Researchers coordinating investigations with thousands of incidents and dozens of team members still rely on spreadsheets to organize their work. But Google Sheets wasn’t built for eyewitness video. Spreadsheets can’t handle sprawling visual investigations. They’re not equipped to handle graphic content.
Atlos is purpose-built for visual investigations. It’s a catalog of incidents, built with collaboration, data integrity, and researcher safety top of mind. Atlos supports ambitious visual investigations around the world. Today, we power Bellingcat’s investigation into civilian harm in Ukraine. We’ve also been the home to research focused on Russian equipment losses in Marakiv and Israeli airstrikes in Gaza.
Atlos is a collaborative workspace for visual verification, built on individual incidents.
Each incident has its own page with descriptive data and a collaborative feed.
When a researcher adds a new incident to the platform, we run a deconfliction search to make sure the media isn’t already in their catalog.

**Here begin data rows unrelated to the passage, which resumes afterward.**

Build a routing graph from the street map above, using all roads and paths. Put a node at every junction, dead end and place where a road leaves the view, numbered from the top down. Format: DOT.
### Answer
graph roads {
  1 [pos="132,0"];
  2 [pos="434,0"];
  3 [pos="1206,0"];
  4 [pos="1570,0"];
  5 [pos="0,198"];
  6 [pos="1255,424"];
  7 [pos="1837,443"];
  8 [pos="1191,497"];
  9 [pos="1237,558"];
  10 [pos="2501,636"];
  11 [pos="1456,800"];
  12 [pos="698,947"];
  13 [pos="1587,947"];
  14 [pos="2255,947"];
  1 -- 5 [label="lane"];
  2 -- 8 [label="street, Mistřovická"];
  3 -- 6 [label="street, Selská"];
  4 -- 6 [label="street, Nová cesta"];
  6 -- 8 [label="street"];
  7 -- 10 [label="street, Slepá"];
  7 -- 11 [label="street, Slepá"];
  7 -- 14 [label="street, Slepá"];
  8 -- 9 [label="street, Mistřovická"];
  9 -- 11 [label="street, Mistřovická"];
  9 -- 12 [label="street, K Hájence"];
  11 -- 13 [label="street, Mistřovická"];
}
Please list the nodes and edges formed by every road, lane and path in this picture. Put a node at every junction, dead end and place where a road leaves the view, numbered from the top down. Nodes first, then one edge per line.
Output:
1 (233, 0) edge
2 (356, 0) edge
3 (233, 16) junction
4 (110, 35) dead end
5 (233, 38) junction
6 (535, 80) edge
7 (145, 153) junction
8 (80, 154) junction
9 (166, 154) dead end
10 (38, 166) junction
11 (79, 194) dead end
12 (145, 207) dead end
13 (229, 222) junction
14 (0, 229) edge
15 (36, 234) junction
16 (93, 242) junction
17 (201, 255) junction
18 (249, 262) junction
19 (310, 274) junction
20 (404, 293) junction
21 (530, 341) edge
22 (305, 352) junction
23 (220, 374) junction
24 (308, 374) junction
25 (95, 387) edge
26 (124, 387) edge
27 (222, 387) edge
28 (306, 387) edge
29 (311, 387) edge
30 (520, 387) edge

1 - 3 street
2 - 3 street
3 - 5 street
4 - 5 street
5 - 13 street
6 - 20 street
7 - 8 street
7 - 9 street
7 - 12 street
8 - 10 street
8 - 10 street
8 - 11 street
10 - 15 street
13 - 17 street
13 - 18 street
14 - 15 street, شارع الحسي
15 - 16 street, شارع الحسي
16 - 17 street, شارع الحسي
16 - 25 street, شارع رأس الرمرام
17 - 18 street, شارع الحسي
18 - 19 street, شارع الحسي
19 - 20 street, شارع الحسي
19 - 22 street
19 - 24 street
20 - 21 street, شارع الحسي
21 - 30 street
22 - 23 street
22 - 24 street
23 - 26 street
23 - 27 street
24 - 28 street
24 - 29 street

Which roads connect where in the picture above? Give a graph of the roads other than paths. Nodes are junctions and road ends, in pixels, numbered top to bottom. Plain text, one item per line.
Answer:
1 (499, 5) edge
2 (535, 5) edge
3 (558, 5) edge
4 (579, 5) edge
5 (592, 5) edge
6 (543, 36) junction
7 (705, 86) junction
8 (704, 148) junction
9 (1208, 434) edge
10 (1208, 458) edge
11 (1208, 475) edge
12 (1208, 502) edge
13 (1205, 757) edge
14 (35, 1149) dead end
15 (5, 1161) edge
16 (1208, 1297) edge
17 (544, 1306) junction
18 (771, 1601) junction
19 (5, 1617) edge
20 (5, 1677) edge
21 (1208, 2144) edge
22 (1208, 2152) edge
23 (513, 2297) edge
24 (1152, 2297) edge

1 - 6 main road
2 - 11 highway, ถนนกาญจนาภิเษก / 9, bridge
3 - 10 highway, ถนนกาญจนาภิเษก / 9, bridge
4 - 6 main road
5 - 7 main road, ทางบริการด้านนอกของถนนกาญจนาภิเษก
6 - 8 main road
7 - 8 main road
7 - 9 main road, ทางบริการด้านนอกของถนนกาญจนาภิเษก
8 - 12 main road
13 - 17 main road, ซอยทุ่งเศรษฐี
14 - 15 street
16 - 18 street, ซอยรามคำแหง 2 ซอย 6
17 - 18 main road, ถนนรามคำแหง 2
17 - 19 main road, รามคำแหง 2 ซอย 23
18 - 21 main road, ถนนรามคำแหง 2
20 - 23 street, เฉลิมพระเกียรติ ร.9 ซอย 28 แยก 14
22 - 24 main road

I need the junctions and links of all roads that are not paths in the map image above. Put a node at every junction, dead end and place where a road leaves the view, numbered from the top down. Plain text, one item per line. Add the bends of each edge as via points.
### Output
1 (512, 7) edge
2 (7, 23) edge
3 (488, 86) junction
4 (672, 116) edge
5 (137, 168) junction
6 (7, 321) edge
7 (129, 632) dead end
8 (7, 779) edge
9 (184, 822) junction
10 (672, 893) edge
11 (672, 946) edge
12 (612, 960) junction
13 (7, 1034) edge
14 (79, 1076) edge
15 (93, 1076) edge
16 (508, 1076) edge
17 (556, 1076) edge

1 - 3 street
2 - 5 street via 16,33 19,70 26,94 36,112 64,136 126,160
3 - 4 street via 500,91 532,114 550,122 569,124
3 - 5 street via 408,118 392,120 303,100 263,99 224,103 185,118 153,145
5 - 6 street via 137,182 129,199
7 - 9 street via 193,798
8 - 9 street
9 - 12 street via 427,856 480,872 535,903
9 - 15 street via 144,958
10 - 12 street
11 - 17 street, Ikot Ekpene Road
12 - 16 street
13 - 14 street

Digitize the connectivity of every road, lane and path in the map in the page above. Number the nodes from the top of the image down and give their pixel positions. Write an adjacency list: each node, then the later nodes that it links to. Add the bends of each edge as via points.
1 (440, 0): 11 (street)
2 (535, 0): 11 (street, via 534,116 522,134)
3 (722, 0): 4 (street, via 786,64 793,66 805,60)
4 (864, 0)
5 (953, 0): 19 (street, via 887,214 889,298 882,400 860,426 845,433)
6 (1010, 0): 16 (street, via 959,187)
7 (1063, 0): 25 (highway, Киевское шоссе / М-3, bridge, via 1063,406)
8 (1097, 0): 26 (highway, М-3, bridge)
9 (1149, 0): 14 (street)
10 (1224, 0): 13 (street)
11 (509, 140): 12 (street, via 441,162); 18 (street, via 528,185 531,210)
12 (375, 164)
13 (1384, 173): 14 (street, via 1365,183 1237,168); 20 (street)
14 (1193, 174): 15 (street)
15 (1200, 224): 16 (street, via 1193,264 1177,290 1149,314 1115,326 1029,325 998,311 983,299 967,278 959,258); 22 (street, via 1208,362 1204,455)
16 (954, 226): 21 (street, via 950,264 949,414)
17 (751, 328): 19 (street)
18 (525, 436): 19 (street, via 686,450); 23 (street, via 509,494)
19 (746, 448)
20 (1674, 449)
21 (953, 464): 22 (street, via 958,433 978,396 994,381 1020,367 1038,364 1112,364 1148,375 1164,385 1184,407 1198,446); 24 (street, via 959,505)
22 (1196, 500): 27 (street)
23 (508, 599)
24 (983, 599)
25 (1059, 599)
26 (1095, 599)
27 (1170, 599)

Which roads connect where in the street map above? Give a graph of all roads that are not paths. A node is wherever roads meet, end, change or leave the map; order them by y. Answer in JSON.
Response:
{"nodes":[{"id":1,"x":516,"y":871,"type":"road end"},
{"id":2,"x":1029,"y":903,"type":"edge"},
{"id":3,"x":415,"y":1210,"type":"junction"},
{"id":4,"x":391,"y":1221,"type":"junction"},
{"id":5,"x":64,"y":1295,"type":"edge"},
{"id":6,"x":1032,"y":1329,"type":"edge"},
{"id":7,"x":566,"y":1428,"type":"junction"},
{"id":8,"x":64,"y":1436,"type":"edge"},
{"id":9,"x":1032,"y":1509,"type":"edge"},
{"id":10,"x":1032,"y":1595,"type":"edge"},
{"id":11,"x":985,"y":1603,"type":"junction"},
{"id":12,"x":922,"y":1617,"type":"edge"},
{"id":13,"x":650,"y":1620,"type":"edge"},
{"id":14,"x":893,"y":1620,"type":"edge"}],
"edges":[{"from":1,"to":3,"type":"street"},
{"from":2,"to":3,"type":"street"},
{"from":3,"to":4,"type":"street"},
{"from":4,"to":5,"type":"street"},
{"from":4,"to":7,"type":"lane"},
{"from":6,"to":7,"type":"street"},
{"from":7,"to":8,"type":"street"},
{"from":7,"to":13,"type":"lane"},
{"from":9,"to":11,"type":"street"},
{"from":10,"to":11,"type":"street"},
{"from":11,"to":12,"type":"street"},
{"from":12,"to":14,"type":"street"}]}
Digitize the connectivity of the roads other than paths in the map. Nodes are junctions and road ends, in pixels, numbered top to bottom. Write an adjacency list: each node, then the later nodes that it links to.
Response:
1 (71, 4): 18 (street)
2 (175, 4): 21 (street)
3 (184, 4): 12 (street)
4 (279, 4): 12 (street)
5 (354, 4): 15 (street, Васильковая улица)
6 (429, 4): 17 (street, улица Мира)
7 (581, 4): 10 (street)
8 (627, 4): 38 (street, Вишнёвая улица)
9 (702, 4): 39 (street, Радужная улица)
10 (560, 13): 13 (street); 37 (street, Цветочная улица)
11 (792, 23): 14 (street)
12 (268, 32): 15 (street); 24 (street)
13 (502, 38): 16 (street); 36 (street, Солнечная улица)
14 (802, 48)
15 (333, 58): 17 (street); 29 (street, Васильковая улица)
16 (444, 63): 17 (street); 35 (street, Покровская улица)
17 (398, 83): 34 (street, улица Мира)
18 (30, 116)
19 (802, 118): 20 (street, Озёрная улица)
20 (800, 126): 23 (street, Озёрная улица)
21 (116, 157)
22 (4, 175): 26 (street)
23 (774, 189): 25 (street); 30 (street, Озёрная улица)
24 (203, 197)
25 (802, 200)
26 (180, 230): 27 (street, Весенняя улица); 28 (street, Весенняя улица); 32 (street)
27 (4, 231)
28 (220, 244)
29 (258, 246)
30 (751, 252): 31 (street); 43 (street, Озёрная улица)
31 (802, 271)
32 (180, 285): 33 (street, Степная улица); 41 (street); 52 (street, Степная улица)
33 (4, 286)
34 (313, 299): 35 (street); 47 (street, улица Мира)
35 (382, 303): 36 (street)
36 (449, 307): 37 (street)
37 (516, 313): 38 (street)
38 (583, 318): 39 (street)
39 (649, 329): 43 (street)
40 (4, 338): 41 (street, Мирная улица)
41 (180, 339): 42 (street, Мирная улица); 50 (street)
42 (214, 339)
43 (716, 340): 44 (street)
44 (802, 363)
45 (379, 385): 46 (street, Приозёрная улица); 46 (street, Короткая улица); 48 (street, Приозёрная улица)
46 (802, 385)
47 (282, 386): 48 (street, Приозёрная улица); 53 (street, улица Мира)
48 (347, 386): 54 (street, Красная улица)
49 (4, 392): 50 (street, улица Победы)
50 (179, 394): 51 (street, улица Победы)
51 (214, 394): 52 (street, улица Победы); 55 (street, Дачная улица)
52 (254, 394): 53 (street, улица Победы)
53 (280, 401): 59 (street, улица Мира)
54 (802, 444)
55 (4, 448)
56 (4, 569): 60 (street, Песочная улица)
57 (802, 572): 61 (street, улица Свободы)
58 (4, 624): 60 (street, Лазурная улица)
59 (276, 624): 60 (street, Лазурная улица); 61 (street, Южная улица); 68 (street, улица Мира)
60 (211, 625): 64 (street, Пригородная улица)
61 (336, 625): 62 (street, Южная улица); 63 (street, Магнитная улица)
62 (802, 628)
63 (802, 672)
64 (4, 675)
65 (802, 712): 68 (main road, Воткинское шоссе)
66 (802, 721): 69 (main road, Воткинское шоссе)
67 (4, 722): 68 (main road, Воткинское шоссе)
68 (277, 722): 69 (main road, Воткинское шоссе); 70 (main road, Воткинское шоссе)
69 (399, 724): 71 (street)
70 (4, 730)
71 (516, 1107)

Attributes, like Date and Geolocation, make investigations easily searchable. Investigators can quickly customize attributes to suit a particular investigation.
Atlos logs every change to incidents’ data, providing a clear record of the investigative process. This feed also serves as a home for incident-level collaboration.
We noticed researchers didn’t have the vocabulary to easily discuss visual media.
So we assign each incident a unique identifier—like ATL-018G29
—to help researchers refer to media on and off Atlos. .
The Atlos database is searchable by each attribute. Researchers—specifically organizational partners—can harness our catalog for reporting, investigation, and accountability efforts.
Atlos makes collaboration as easy as Google Docs. Just select a collaborator and decide whether they’ll be able to view, edit, or manage the incidents in your project.